Because of this pressure, the soap opera format has been in a state of adjustment from the mid 1960s until the present. If a new head writer is called in to boast sagging rating on a particular show, she is often handcuffed by the fact that the viewers really know the characters in a way that she probably doesn't, and they know just what that character is capable of. So her creative license is very limited, and if she oversteps it, she'll surely hear from the fans, the most devoted and vocal among TV viewers.
The idea to cancel an existing soap is thought about long and hard. To replace it with a new one is a major expense, and could take up to a year to "find" its audience. Audiences who have spent many years watching and knowing their favorite soaps are not easily won over to a new one.
By the late 1970s and early 1980s many women had gone to work outside the home and were unable to keep up with their "stories". In answer to that problem many publications, and magazines surfaced to keep them abreast of the latest story lines and character changes, along with more gossipy items and letters to the editor, where readers responded to story development. Soap Opera Digest, today, claims a readership of four million. The fans ate it up and a pop culture was formed by public appearances by soap stars, and soap opera "conventions." An independent study suggests that up to three million college students are regular viewers as well.
All this success spawned the creation and success of the night time soaps like, “Dallas” and “Dynasty,” “Falcon Crest,” and its spin-off, “Knot's Landing.” It produced the "serialization" of a primetime drama in the 1980s, which in turn produced programs like, “Hill Street Blues,” “St. Elsewhere,” and “L.A. Law.”
From the 1930s to the 1970s, the advertisers could count on an expanding audience for their programming, most of whom were women working at home raising their children. But then American women began to work outside the home in record numbers for peacetime America and daytime viewing began to shrink.
Even with the advent of VCRs, those numbers that recorded then later watched programming did not figure into ratings data. The advertisers did not count those as ad-worthy, because they figured most people watching recorded programming don't look at the ads.
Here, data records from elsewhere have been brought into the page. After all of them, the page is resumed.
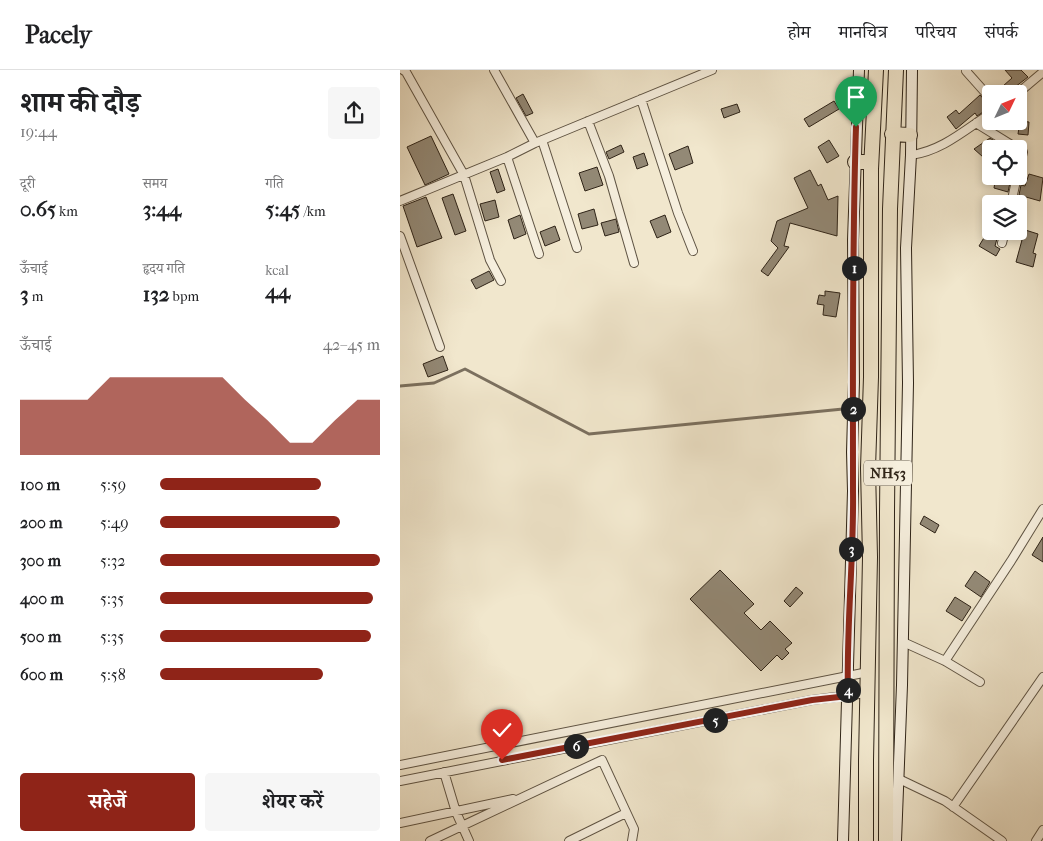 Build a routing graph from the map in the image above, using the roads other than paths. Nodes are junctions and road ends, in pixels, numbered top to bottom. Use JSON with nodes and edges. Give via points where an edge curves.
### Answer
{"nodes":[{"id":1,"x":402,"y":70,"type":"edge"},
{"id":2,"x":494,"y":70,"type":"edge"},
{"id":3,"x":712,"y":70,"type":"edge"},
{"id":4,"x":859,"y":70,"type":"edge"},
{"id":5,"x":876,"y":70,"type":"edge"},
{"id":6,"x":896,"y":70,"type":"edge"},
{"id":7,"x":912,"y":70,"type":"edge"},
{"id":8,"x":968,"y":70,"type":"edge"},
{"id":9,"x":1043,"y":72,"type":"edge"},
{"id":10,"x":1028,"y":85,"type":"edge"},
{"id":11,"x":982,"y":89,"type":"edge"},
{"id":12,"x":641,"y":99,"type":"junction"},
{"id":13,"x":982,"y":118,"type":"edge"},
{"id":14,"x":588,"y":121,"type":"junction"},
{"id":15,"x":976,"y":122,"type":"junction"},
{"id":16,"x":892,"y":134,"type":"junction"},
{"id":17,"x":910,"y":135,"type":"junction"},
{"id":18,"x":1004,"y":140,"type":"edge"},
{"id":19,"x":538,"y":142,"type":"junction"},
{"id":20,"x":911,"y":155,"type":"junction"},
{"id":21,"x":507,"y":157,"type":"junction"},
{"id":22,"x":855,"y":162,"type":"junction"},
{"id":23,"x":871,"y":162,"type":"junction"},
{"id":24,"x":464,"y":174,"type":"junction"},
{"id":25,"x":400,"y":201,"type":"edge"},
{"id":26,"x":400,"y":236,"type":"edge"},
{"id":27,"x":577,"y":248,"type":"dead end"},
{"id":28,"x":693,"y":252,"type":"dead end"},
{"id":29,"x":538,"y":254,"type":"dead end"},
{"id":30,"x":634,"y":264,"type":"dead end"},
{"id":31,"x":501,"y":281,"type":"dead end"},
{"id":32,"x":440,"y":347,"type":"dead end"},
{"id":33,"x":1043,"y":509,"type":"edge"},
{"id":34,"x":903,"y":642,"type":"junction"},
{"id":35,"x":945,"y":662,"type":"junction"},
{"id":36,"x":868,"y":672,"type":"junction"},
{"id":37,"x":847,"y":676,"type":"junction"},
{"id":38,"x":1043,"y":677,"type":"edge"},
{"id":39,"x":980,"y":682,"type":"dead end"},
{"id":40,"x":867,"y":693,"type":"junction"},
{"id":41,"x":848,"y":696,"type":"junction"},
{"id":42,"x":400,"y":765,"type":"edge"},
{"id":43,"x":444,"y":772,"type":"junction"},
{"id":44,"x":899,"y":779,"type":"junction"},
{"id":45,"x":400,"y":781,"type":"edge"},
{"id":46,"x":526,"y":797,"type":"junction"},
{"id":47,"x":953,"y":807,"type":"junction"},
{"id":48,"x":456,"y":812,"type":"junction"},
{"id":49,"x":626,"y":813,"type":"junction"},
{"id":50,"x":400,"y":822,"type":"edge"},
{"id":51,"x":463,"y":827,"type":"junction"},
{"id":52,"x":1043,"y":830,"type":"edge"},
{"id":53,"x":430,"y":841,"type":"edge"},
{"id":54,"x":469,"y":841,"type":"edge"},
{"id":55,"x":569,"y":841,"type":"edge"},
{"id":56,"x":632,"y":841,"type":"edge"},
{"id":57,"x":843,"y":841,"type":"edge"},
{"id":58,"x":866,"y":841,"type":"edge"},
{"id":59,"x":886,"y":841,"type":"edge"},
{"id":60,"x":896,"y":841,"type":"edge"},
{"id":61,"x":1002,"y":841,"type":"edge"},
{"id":62,"x":1036,"y":841,"type":"edge"}],
"edges":[{"from":1,"to":24,"type":"street","via":[[430,112]]},
{"from":2,"to":19,"type":"street"},
{"from":3,"to":12,"type":"street"},
{"from":4,"to":22,"type":"street"},
{"from":5,"to":23,"type":"highway","number":"NH53"},
{"from":6,"to":16,"type":"highway","number":"NH53"},
{"from":7,"to":17,"type":"street"},
{"from":8,"to":11,"type":"street"},
{"from":9,"to":10,"type":"street"},
{"from":12,"to":14,"type":"street"},
{"from":12,"to":28,"type":"street"},
{"from":13,"to":15,"type":"street"},
{"from":14,"to":19,"type":"street"},
{"from":14,"to":30,"type":"street","via":[[609,176]]},
{"from":15,"to":18,"type":"street"},
{"from":15,"to":20,"type":"street","via":[[946,143]]},
{"from":16,"to":17,"type":"highway"},
{"from":16,"to":59,"type":"highway","number":"NH53"},
{"from":17,"to":20,"type":"street"},
{"from":19,"to":21,"type":"street"},
{"from":19,"to":27,"type":"street"},
{"from":20,"to":34,"type":"street","via":[[906,248],[908,383]]},
{"from":21,"to":24,"type":"street"},
{"from":21,"to":29,"type":"street"},
{"from":22,"to":23,"type":"highway"},
{"from":22,"to":37,"type":"street","via":[[853,491]]},
{"from":23,"to":36,"type":"highway","number":"NH53"},
{"from":24,"to":25,"type":"street"},
{"from":24,"to":31,"type":"street","via":[[490,260]]},
{"from":26,"to":32,"type":"street"},
{"from":33,"to":35,"type":"street"},
{"from":34,"to":35,"type":"street"},
{"from":34,"to":44,"type":"street"},
{"from":35,"to":39,"type":"street"},
{"from":36,"to":37,"type":"street"},
{"from":36,"to":40,"type":"highway","number":"NH53"},
{"from":37,"to":41,"type":"street"},
{"from":37,"to":42,"type":"street"},
{"from":38,"to":47,"type":"street"},
{"from":40,"to":41,"type":"street"},
{"from":40,"to":58,"type":"highway","number":"NH53"},
{"from":41,"to":43,"type":"street","via":[[812,700]]},
{"from":41,"to":57,"type":"street"},
{"from":43,"to":45,"type":"street"},
{"from":43,"to":48,"type":"street"},
{"from":44,"to":47,"type":"street"},
{"from":44,"to":60,"type":"street"},
{"from":46,"to":48,"type":"street"},
{"from":46,"to":49,"type":"street","via":[[602,760]]},
{"from":46,"to":51,"type":"street"},
{"from":47,"to":61,"type":"street"},
{"from":48,"to":50,"type":"street"},
{"from":48,"to":51,"type":"street"},
{"from":49,"to":55,"type":"street"},
{"from":49,"to":56,"type":"street","via":[[634,829]]},
{"from":51,"to":53,"type":"street"},
{"from":51,"to":54,"type":"street"},
{"from":52,"to":62,"type":"street"}]}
In recent years, with the advent of cable access channels, many commercial free, the advertisers have thrown their money behind cheaply produced but widely watched talk shows such as “Montel Williams,” “Ricki Lake,” and “Jerry Springer.” Recently, imported serials, which are less expensive to import and show than putting together new, local ones, have become a business bonanza to sponsors looking to spark an international, or ethnic but local consumer base. It works the other way around, too, with NBC's, “The Bold and the Beautiful,” set in the fashion industry, attracting a substantial international following.
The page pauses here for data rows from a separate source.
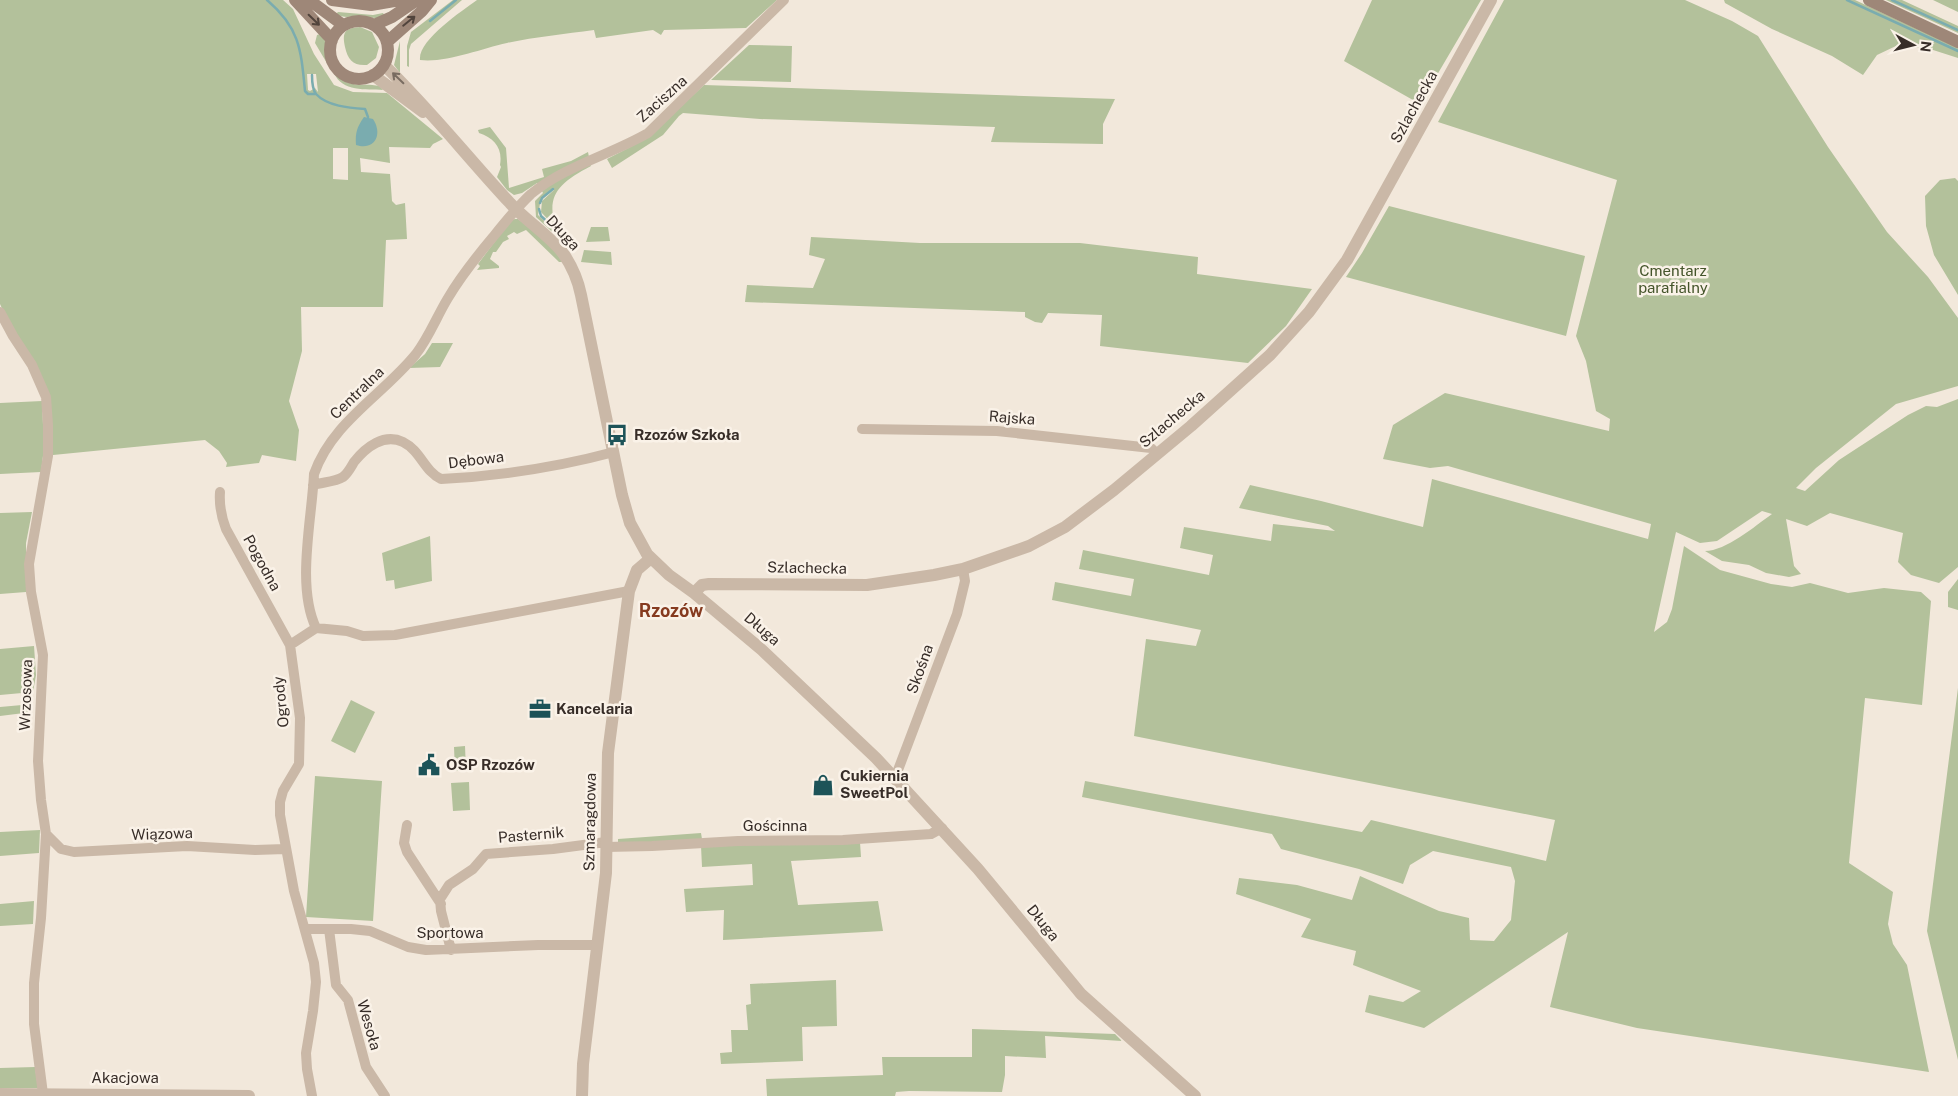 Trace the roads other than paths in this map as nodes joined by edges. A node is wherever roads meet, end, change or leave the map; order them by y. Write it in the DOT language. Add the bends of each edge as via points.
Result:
graph roads {
  1 [pos="295,0"];
  2 [pos="309,0"];
  3 [pos="332,0"];
  4 [pos="400,0"];
  5 [pos="417,0"];
  6 [pos="431,0"];
  7 [pos="784,0"];
  8 [pos="1491,0"];
  9 [pos="1870,0"];
  10 [pos="343,25"];
  11 [pos="374,25"];
  12 [pos="332,40"];
  13 [pos="387,42"];
  14 [pos="1958,42"];
  15 [pos="384,64"];
  16 [pos="373,75"];
  17 [pos="434,118"];
  18 [pos="516,209"];
  19 [pos="0,312"];
  20 [pos="862,428"];
  21 [pos="614,452"];
  22 [pos="1157,454"];
  23 [pos="313,485"];
  24 [pos="220,492"];
  25 [pos="651,558"];
  26 [pos="963,569"];
  27 [pos="629,591"];
  28 [pos="694,593"];
  29 [pos="316,628"];
  30 [pos="290,645"];
  31 [pos="895,778"];
  32 [pos="407,825"];
  33 [pos="942,828"];
  34 [pos="46,834"];
  35 [pos="606,844"];
  36 [pos="286,850"];
  37 [pos="441,904"];
  38 [pos="305,929"];
  39 [pos="329,929"];
  40 [pos="597,945"];
  41 [pos="451,950"];
  42 [pos="0,1094"];
  43 [pos="43,1094"];
  44 [pos="249,1096"];
  45 [pos="312,1096"];
  46 [pos="385,1096"];
  47 [pos="582,1096"];
  48 [pos="1195,1096"];
  1 -- 12 [label="main road, one-way"];
  2 -- 10 [label="main road"];
  3 -- 4 [label="main road" via="372,5"];
  5 -- 11 [label="main road"];
  13 -- 6 [label="main road, one-way"];
  7 -- 18 [label="street, Zaciszna" via="648,133 561,174"];
  8 -- 22 [label="street, Szlachecka" via="1347,260 1327,289 1270,355"];
  9 -- 14 [label="main road"];
  10 -- 11 [label="main road" via="358,21"];
  10 -- 12 [label="main road"];
  11 -- 13 [label="main road"];
  12 -- 16 [label="main road" via="331,56 340,71 356,78"];
  13 -- 15 [label="main road"];
  15 -- 16 [label="main road"];
  17 -- 15 [label="street, Długa, one-way"];
  16 -- 17 [label="street, Długa"];
  17 -- 18 [label="street, Długa"];
  18 -- 21 [label="street, Długa" via="557,246 578,282"];
  18 -- 23 [label="street, Centralna" via="466,272 416,353 344,423 319,458"];
  19 -- 34 [label="street, Wrzosowa" via="32,365 46,397 48,456 29,564 42,654 38,761"];
  20 -- 22 [label="street, Rajska" via="1018,432 1151,448"];
  21 -- 23 [label="street, Dębowa" via="547,467 441,479 429,471 411,447 395,439 387,439 361,454 345,476"];
  21 -- 25 [label="street, Długa" via="630,523"];
  22 -- 26 [label="street, Szlachecka" via="1065,527 1029,546"];
  23 -- 29 [label="street, Centralna" via="306,587 311,619"];
  24 -- 30 [label="street, Pogodna" via="219,504 226,529"];
  25 -- 27 [label="street, Szmaragdowa" via="637,570"];
  25 -- 28 [label="street, Długa"];
  26 -- 28 [label="street, Szlachecka" via="867,585 709,584 702,585"];
  26 -- 31 [label="street, Skośna" via="965,581 957,614"];
  27 -- 29 [label="street" via="395,635 363,636"];
  27 -- 35 [label="street, Szmaragdowa" via="608,753"];
  28 -- 31 [label="street, Długa" via="762,650"];
  29 -- 30 [label="street"];
  30 -- 36 [label="street, Ogrody" via="300,718 299,764 280,802"];
  31 -- 33 [label="street, Długa"];
  32 -- 37 [label="street" via="404,843 407,852"];
  33 -- 35 [label="street, Gościnna" via="931,834 843,840 652,846"];
  33 -- 48 [label="street, Długa" via="1081,994"];
  34 -- 36 [label="street, Wiązowa" via="61,849 74,852 187,846"];
  34 -- 43 [label="street, Wrzosowa" via="34,983 34,1024"];
  35 -- 37 [label="street, Pasternik" via="486,854 473,869 446,888"];
  35 -- 40 [label="street, Szmaragdowa" via="604,895"];
  36 -- 38 [label="street, Ogrody"];
  37 -- 41 [label="street"];
  38 -- 39 [label="street, Sportowa"];
  38 -- 45 [label="street, Ogrody" via="316,982 306,1053"];
  39 -- 41 [label="street, Sportowa" via="370,931 408,947"];
  39 -- 46 [label="street, Wesoła" via="336,985 348,1000 366,1067"];
  40 -- 41 [label="street, Sportowa"];
  40 -- 47 [label="street, Szmaragdowa"];
  42 -- 43 [label="street, Akacjowa"];
  43 -- 44 [label="street, Akacjowa"];
}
Even though it's been poked fun at and looked down upon from its inception by some, the soap opera has proved to be the most lasting advertising vehicle ever invented. It's the most popular genre of TV drama worldwide today. It has staying power like no other form of television, and has garnered more viewers worldwide for longer than any other broadcast medium. Stories about our own place, time, and social situations always evoke our deepest feelings, and no medium does it better than the soap opera.